# YOUR ASSIGNMENT
Begin with the line below holding "pinky tip: (411, 416)" and go on through the line holding "thumb cmc: (454, 422)", duplicating each line exactly and leaving out pictures.

DATA EXTRACTS below:

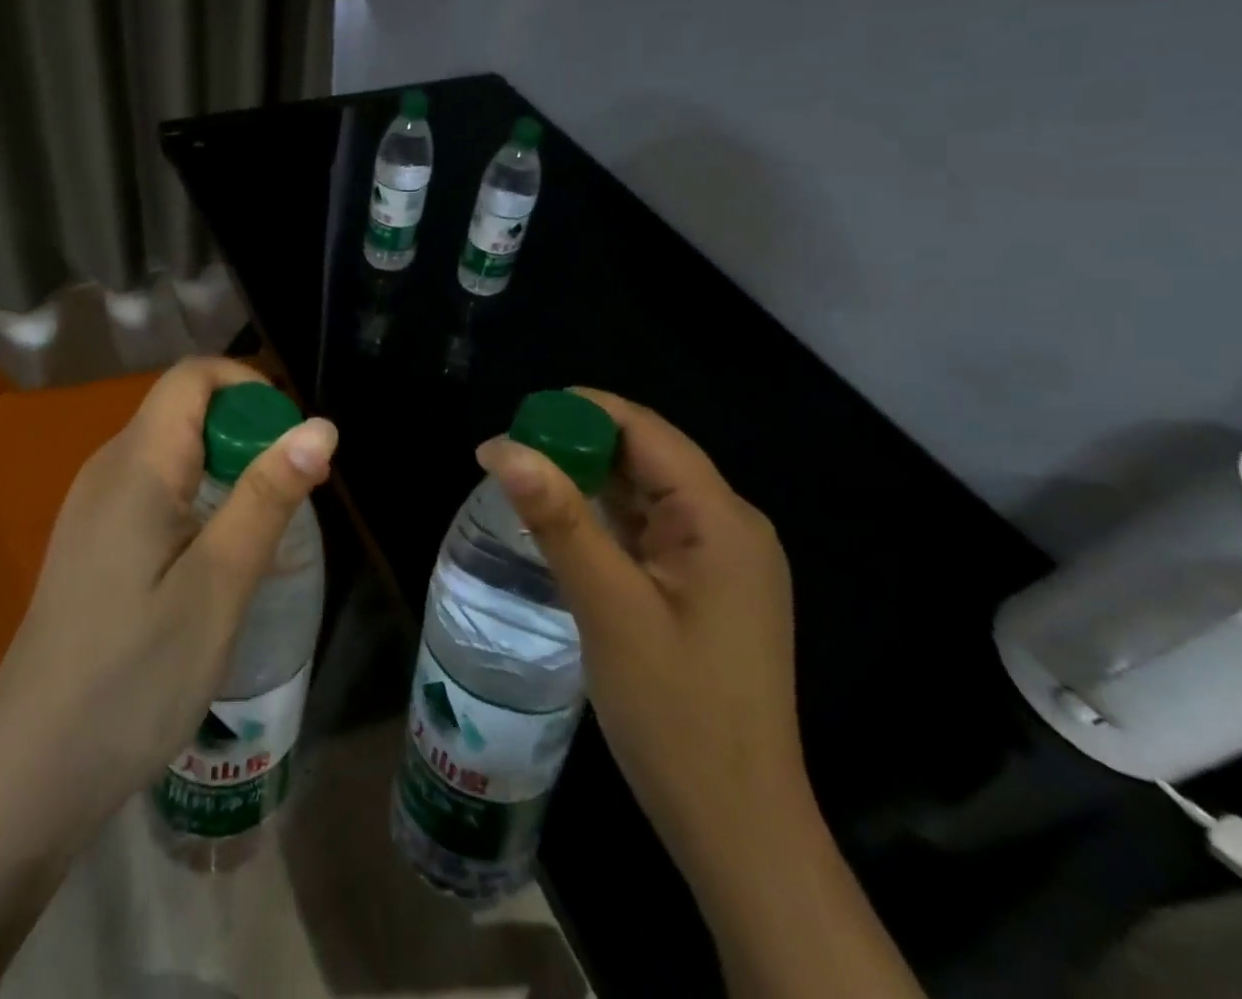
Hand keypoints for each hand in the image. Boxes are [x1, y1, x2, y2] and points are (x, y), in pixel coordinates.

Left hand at [0, 356, 337, 839]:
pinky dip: (200, 500)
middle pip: (185, 410)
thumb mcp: (219, 586)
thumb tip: (320, 426)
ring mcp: (94, 507)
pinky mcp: (93, 543)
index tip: (293, 443)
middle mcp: (108, 469)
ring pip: (173, 452)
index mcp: (136, 465)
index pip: (194, 377)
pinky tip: (218, 561)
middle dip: (247, 434)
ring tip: (264, 532)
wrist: (30, 775)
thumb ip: (268, 498)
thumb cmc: (134, 678)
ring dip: (229, 470)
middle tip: (292, 497)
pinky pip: (155, 490)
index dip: (251, 389)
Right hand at [475, 389, 803, 872]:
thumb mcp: (609, 608)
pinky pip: (649, 531)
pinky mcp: (705, 589)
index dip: (581, 411)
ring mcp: (721, 561)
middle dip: (578, 445)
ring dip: (588, 482)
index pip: (646, 431)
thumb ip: (559, 520)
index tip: (517, 417)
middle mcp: (730, 526)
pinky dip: (605, 519)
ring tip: (522, 481)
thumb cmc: (677, 715)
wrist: (738, 830)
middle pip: (647, 457)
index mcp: (721, 519)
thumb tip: (503, 447)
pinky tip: (564, 526)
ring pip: (646, 494)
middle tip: (507, 455)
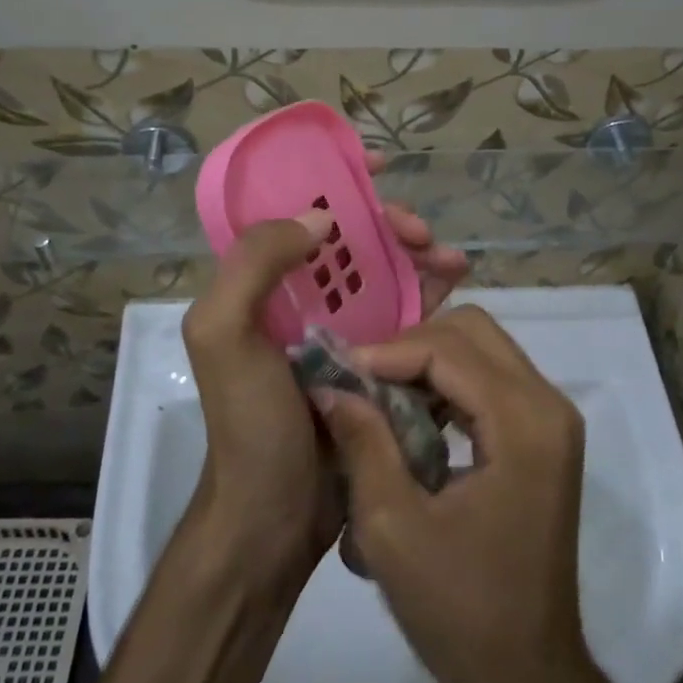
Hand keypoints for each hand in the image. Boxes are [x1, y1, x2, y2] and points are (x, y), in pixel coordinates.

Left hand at [181, 173, 468, 585]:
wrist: (275, 516)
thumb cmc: (250, 423)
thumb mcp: (224, 335)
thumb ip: (254, 264)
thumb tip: (321, 218)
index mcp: (258, 283)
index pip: (292, 209)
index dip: (332, 178)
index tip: (376, 165)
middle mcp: (297, 297)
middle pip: (350, 238)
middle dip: (389, 223)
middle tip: (422, 234)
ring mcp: (338, 329)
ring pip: (384, 271)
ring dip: (419, 255)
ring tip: (453, 260)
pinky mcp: (372, 360)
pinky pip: (406, 314)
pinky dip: (433, 294)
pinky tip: (458, 286)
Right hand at [313, 306, 592, 682]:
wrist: (530, 677)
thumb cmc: (461, 611)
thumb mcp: (392, 529)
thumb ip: (363, 443)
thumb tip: (330, 384)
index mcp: (524, 425)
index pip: (449, 349)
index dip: (387, 351)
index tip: (337, 370)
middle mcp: (548, 406)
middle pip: (473, 330)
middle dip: (410, 345)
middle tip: (361, 379)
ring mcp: (552, 419)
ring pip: (483, 348)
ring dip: (427, 361)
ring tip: (377, 395)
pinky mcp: (544, 436)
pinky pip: (491, 379)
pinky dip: (447, 383)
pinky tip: (411, 416)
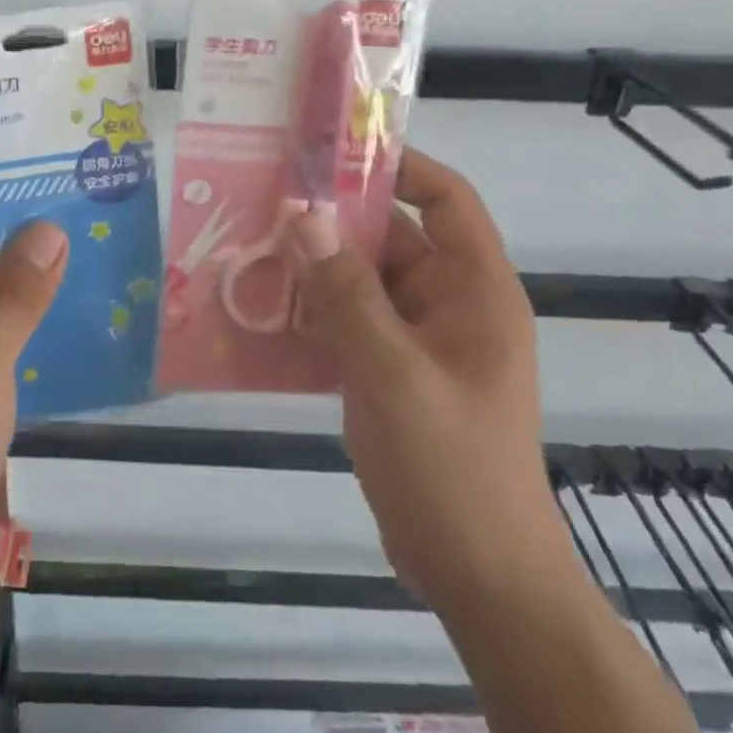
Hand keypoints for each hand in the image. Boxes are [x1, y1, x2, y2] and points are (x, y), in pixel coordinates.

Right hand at [290, 148, 573, 614]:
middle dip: (334, 221)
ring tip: (252, 248)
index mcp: (475, 291)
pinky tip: (265, 310)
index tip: (334, 152)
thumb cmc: (452, 470)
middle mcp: (451, 304)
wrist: (480, 580)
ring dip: (316, 268)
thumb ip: (346, 294)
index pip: (447, 199)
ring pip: (364, 282)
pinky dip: (315, 312)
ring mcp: (421, 341)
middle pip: (392, 238)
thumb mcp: (394, 375)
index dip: (400, 166)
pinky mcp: (394, 373)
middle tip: (266, 200)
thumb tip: (304, 214)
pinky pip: (352, 322)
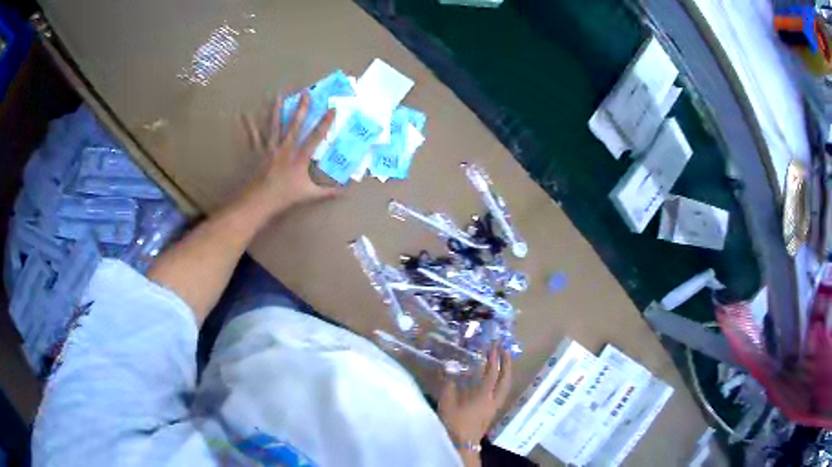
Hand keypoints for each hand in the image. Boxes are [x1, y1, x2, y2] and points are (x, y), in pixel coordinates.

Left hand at [243, 92, 337, 214]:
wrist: (260, 199)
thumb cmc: (285, 196)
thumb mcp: (309, 194)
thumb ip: (328, 191)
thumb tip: (347, 189)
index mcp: (300, 158)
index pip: (316, 136)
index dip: (325, 122)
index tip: (332, 108)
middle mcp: (287, 149)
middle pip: (295, 124)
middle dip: (302, 108)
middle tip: (306, 93)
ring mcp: (273, 148)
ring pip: (277, 125)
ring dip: (280, 110)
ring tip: (281, 96)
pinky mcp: (263, 151)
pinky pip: (261, 135)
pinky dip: (257, 125)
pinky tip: (250, 116)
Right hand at [439, 346, 511, 444]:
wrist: (461, 444)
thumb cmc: (454, 422)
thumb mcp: (447, 402)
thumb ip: (448, 384)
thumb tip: (448, 369)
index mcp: (483, 396)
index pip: (492, 374)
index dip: (493, 359)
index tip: (493, 346)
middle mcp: (493, 400)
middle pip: (506, 379)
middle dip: (507, 363)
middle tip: (504, 350)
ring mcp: (494, 407)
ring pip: (506, 387)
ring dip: (506, 373)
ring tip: (503, 362)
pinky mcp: (492, 412)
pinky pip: (501, 392)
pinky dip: (501, 382)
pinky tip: (494, 380)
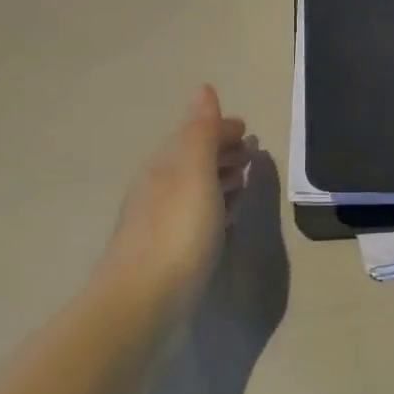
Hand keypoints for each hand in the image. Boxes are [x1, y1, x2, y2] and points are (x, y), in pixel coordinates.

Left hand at [100, 86, 254, 312]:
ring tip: (244, 181)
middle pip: (194, 160)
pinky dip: (216, 207)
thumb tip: (204, 89)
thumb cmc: (176, 232)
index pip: (195, 134)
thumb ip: (201, 131)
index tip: (248, 130)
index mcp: (165, 165)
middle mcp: (160, 188)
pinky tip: (226, 218)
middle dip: (222, 152)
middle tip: (252, 154)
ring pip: (196, 189)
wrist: (141, 304)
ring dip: (220, 179)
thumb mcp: (193, 172)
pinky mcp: (170, 253)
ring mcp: (162, 222)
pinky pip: (198, 217)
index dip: (221, 129)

End of DATA EXTRACTS.

# OUTPUT FOR THIS TASK
pinky tip: (411, 416)
Hand keypoints for each hand in the image. Boxes are [x1, y1, x2, y2] and points are (x, y), in pixel coordinates.

Right hand at [290, 148, 573, 614]:
middle dip: (334, 221)
ring tip: (252, 248)
index mcp: (475, 291)
pinky tip: (265, 310)
index tip: (334, 152)
thumb cmc: (452, 470)
middle mcp: (451, 304)
wrist: (480, 580)
ring dip: (316, 268)
thumb ip: (346, 294)
index pip: (447, 199)
ring pip: (364, 282)
pinky dip: (315, 312)
ring mcp: (421, 341)
middle pip: (392, 238)
thumb mcp: (394, 375)
index dip: (400, 166)
pinky mcp: (394, 373)
middle tip: (266, 200)
thumb tip: (304, 214)
pinky pip: (352, 322)
Hand keypoints for each hand in the image. Boxes are [x1, y1, x2, y2] and points are (x, y), in pixel coordinates.

Left hand at [243, 92, 337, 214]:
wrist: (260, 199)
thumb cmc: (285, 196)
thumb mcp: (309, 194)
thumb ip: (328, 191)
thumb tip: (347, 189)
index mcp: (300, 158)
index pip: (316, 136)
index dip: (325, 122)
index tip: (332, 108)
middle mcp: (287, 149)
middle pip: (295, 124)
middle dip: (302, 108)
middle tip: (306, 93)
ring mcp: (273, 148)
ring pip: (277, 125)
ring dip: (280, 110)
ring tip: (281, 96)
pinky mcp: (263, 151)
pinky pip: (261, 135)
pinky dip: (257, 125)
pinky tip: (250, 116)
Right hand at [439, 346, 511, 444]:
wrist: (461, 444)
thumb cmc: (454, 422)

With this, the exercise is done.